Since the early days of settlement, Minnesota has been home to poets who wrote in English and every other language spoken by the many immigrant groups who settled in the state. The best-known English-language poets from Minnesota are Oscar C. Eliason, Robert Bly, Gregory Corso, Siri Hustvedt, and Thomas M. Disch. The state Poet Laureate was Joyce Sutphen, who grew up in St. Joseph and teaches at Gustavus Adolphus College in St. Peter. The current state Poet Laureate is Gwen Westerman, who teaches at Minnesota State University, Mankato.[12]
Although Henry Wadsworth Longfellow never visited Minnesota, his poem The Song of Hiawatha is set there and is based on Ojibwe and Ottawa legends collected and published by Henry Rowe Schoolcraft, on Mary Henderson Eastman's 1849 book Dahcotah, or Life and Legends of the Sioux Around Fort Snelling, and on an 1855 photograph of Minnehaha Falls by Alexander Hessler.
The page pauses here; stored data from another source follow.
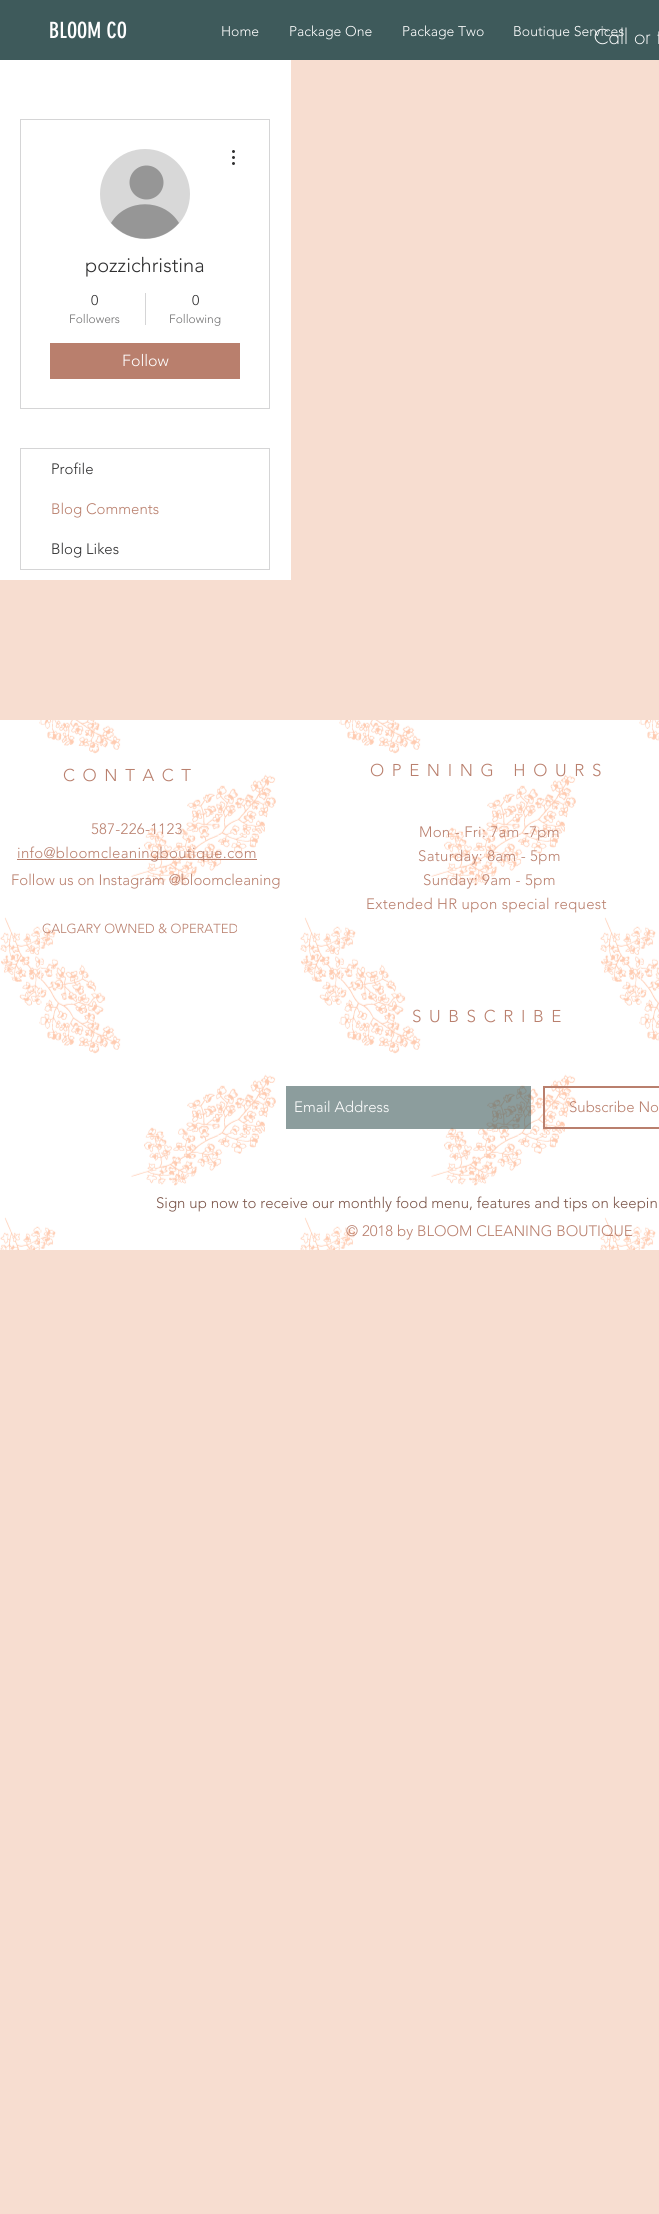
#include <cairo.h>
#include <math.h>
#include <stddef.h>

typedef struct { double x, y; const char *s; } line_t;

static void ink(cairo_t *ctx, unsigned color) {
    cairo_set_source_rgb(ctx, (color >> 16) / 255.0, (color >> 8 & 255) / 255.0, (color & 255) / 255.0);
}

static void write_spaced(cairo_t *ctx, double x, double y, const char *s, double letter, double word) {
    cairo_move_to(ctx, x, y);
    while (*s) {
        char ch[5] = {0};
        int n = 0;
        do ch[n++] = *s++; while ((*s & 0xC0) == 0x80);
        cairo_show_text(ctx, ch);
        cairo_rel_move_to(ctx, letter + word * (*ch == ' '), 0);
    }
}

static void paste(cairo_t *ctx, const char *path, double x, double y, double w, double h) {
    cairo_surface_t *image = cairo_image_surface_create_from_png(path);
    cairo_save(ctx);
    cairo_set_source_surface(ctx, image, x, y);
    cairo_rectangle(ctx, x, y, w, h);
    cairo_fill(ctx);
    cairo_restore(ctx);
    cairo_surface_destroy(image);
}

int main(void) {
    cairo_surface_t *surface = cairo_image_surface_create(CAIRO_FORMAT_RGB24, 659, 2214);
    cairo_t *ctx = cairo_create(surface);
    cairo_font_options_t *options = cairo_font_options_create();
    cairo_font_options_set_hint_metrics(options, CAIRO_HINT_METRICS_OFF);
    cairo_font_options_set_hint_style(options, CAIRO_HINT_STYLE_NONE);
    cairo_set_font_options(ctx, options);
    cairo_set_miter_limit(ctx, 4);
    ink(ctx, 0xF7DDD0);
    cairo_paint(ctx);
    ink(ctx, 0x3E5A5B);
    cairo_rectangle(ctx, 0, 0, 659, 60);
    cairo_fill(ctx);
    cairo_select_font_face(ctx, "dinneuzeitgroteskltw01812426", CAIRO_FONT_SLANT_NORMAL, CAIRO_FONT_WEIGHT_NORMAL);
    cairo_set_font_size(ctx, 22);
    ink(ctx, 0xFFFFFF);
    cairo_move_to(ctx, 49, 38);
    cairo_show_text(ctx, "BLOOM CO");
    cairo_select_font_face(ctx, "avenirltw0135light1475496 Light", CAIRO_FONT_SLANT_NORMAL, CAIRO_FONT_WEIGHT_NORMAL);
    cairo_set_font_size(ctx, 14);
    {
        static const line_t items[] = {
            {221, 36, "Home"},
            {289, 36, "Package One"},
            {402, 36, "Package Two"},
        };
        for (size_t i = 0; i < sizeof items / sizeof *items; i++) {
            cairo_move_to(ctx, items[i].x, items[i].y);
            cairo_show_text(ctx, items[i].s);
        }
    }
    cairo_select_font_face(ctx, "futura Light", CAIRO_FONT_SLANT_NORMAL, CAIRO_FONT_WEIGHT_NORMAL);
    cairo_set_font_size(ctx, 20);
    cairo_move_to(ctx, 594, 44);
    cairo_show_text(ctx, "Call or t");
    cairo_select_font_face(ctx, "avenirltw0135light1475496 Light", CAIRO_FONT_SLANT_NORMAL, CAIRO_FONT_WEIGHT_NORMAL);
    cairo_set_font_size(ctx, 14);
    cairo_move_to(ctx, 513, 36);
    cairo_show_text(ctx, "Boutique Services");
    cairo_rectangle(ctx, 0, 60, 291, 520);
    cairo_fill(ctx);
    cairo_rectangle(ctx, 20.5, 119.5, 249, 289);
    ink(ctx, 0xD5D5D6);
    cairo_set_line_width(ctx, 1);
    cairo_stroke(ctx);
    ink(ctx, 0xD8D8D8);
    cairo_arc(ctx, 145, 194, 45, 0, 2 * M_PI);
    cairo_fill(ctx);
    ink(ctx, 0x969696);
    cairo_arc(ctx, 146.5, 182.5, 17, 0, 2 * M_PI);
    cairo_fill(ctx);
    cairo_new_path(ctx);
    cairo_move_to(ctx, 179, 223);
    cairo_curve_to(ctx, 161, 244, 129, 244, 111, 223);
    cairo_curve_to(ctx, 126, 198, 164, 198, 179, 223);
    cairo_close_path(ctx);
    cairo_fill(ctx);
    paste(ctx, "media/1.png", 232, 150, 3, 15);
    cairo_set_font_size(ctx, 20);
    ink(ctx, 0x2F2F30);
    cairo_move_to(ctx, 85, 272);
    cairo_show_text(ctx, "pozzichristina");
    cairo_set_font_size(ctx, 14);
    cairo_move_to(ctx, 91, 305);
    cairo_show_text(ctx, "0");
    cairo_set_font_size(ctx, 12);
    ink(ctx, 0x6D6D6E);
    cairo_move_to(ctx, 69, 323);
    cairo_show_text(ctx, "Followers");
    ink(ctx, 0xD5D5D6);
    cairo_rectangle(ctx, 145, 293, 1, 32);
    cairo_fill(ctx);
    cairo_set_font_size(ctx, 14);
    ink(ctx, 0x2F2F30);
    cairo_move_to(ctx, 192, 305);
    cairo_show_text(ctx, "0");
    cairo_set_font_size(ctx, 12);
    ink(ctx, 0x6D6D6E);
    cairo_move_to(ctx, 169, 323);
    cairo_show_text(ctx, "Following");
    ink(ctx, 0xB97F6D);
    cairo_rectangle(ctx, 50, 343, 190, 36);
    cairo_fill(ctx);
    cairo_set_font_size(ctx, 16);
    ink(ctx, 0xFFFFFF);
    cairo_move_to(ctx, 122, 366);
    cairo_show_text(ctx, "Follow");
    cairo_rectangle(ctx, 20.5, 448.5, 249, 121);
    ink(ctx, 0xD5D5D6);
    cairo_stroke(ctx);
    cairo_set_font_size(ctx, 15);
    ink(ctx, 0x2F2F30);
    cairo_move_to(ctx, 51, 474);
    cairo_show_text(ctx, "Profile");
    ink(ctx, 0xB97F6D);
    cairo_move_to(ctx, 51, 514);
    cairo_show_text(ctx, "Blog Comments");
    ink(ctx, 0x2F2F30);
    cairo_move_to(ctx, 51, 554);
    cairo_show_text(ctx, "Blog Likes");
    ink(ctx, 0xFFFFFF);
    cairo_rectangle(ctx, 0, 720, 659, 530);
    cairo_fill(ctx);
    paste(ctx, "media/2.png", 0, 720, 659, 530);
    cairo_set_font_size(ctx, 17);
    ink(ctx, 0xB97F6D);
    write_spaced(ctx, 63, 781, "CONTACT", 7.6, 0);
    write_spaced(ctx, 370, 776, "OPENING HOURS", 7.6, 0);
    cairo_set_font_size(ctx, 15);
    write_spaced(ctx, 91, 834, "587-226-1123", 0.3, 0);
    cairo_rectangle(ctx, 17, 859, 240, 1);
    cairo_fill(ctx);
    {
        static const line_t items[] = {
            {17, 858, "info@bloomcleaningboutique.com"},
            {419, 837, "Mon - Fri: 7am -7pm"},
            {418, 861, "Saturday: 8am - 5pm"},
            {423, 885, "Sunday: 9am - 5pm"},
            {366, 909, "Extended HR upon special request"},
        };
        for (size_t i = 0; i < sizeof items / sizeof *items; i++) {
            write_spaced(ctx, items[i].x, items[i].y, items[i].s, 0.3, 0);
        }
    }
    cairo_move_to(ctx, 11, 885);
    cairo_show_text(ctx, "Follow us on Instagram @bloomcleaning");
    cairo_set_font_size(ctx, 13);
    cairo_move_to(ctx, 42, 933);
    cairo_show_text(ctx, "CALGARY OWNED & OPERATED");
    cairo_set_font_size(ctx, 17);
    write_spaced(ctx, 412, 1022, "SUBSCRIBE", 7.6, 0);
    cairo_set_source_rgba(ctx, 0.243, 0.353, 0.357, 0.59);
    cairo_rectangle(ctx, 286, 1086, 245, 43);
    cairo_fill(ctx);
    cairo_set_font_size(ctx, 15);
    ink(ctx, 0xFFFFFF);
    cairo_move_to(ctx, 294, 1112);
    cairo_show_text(ctx, "Email Address");
    cairo_rectangle(ctx, 544, 1087, 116, 41);
    ink(ctx, 0xB97F6D);
    cairo_set_line_width(ctx, 2);
    cairo_stroke(ctx);
    cairo_move_to(ctx, 569, 1112);
    cairo_show_text(ctx, "Subscribe No");
    ink(ctx, 0x7B5549);
    cairo_move_to(ctx, 156, 1208);
    cairo_show_text(ctx, "Sign up now to receive our monthly food menu, features and tips on keepin");
    ink(ctx, 0xB97F6D);
    cairo_move_to(ctx, 346, 1236);
    cairo_show_text(ctx, "© 2018 by BLOOM CLEANING BOUTIQUE");
    cairo_surface_write_to_png(surface, "image.png");
    cairo_font_options_destroy(options);
    cairo_destroy(ctx);
    cairo_surface_destroy(surface);
    return 0;
}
The epic tells the story of Hiawatha, a warrior from the Lake Superior Ojibwe, and his star-crossed love affair with Minnehaha, a Dakota woman. Longfellow's hero is based heavily upon the Ojibwe legends surrounding the trickster spirit Nanabozho and also contains Longfellow's own innovations.
Some locations, such as Lake Nokomis, are named in honor of the poem. The Dakota people called the falls "Minnehaha", which means simply waterfall, long before the construction of Fort Snelling, and Longfellow named Hiawatha's wife in honor of the falls and set romantic scenes between them there. For this reason, Minnehaha Falls remains a very popular tourist site.[13]
In Minnesota folklore, the ghost of Confessional poet John Berryman, who killed himself on January 7, 1972, by jumping from the Washington Avenue Bridge in Minneapolis onto the west bank of the Mississippi River, is said to be seen sitting on the railing of that bridge.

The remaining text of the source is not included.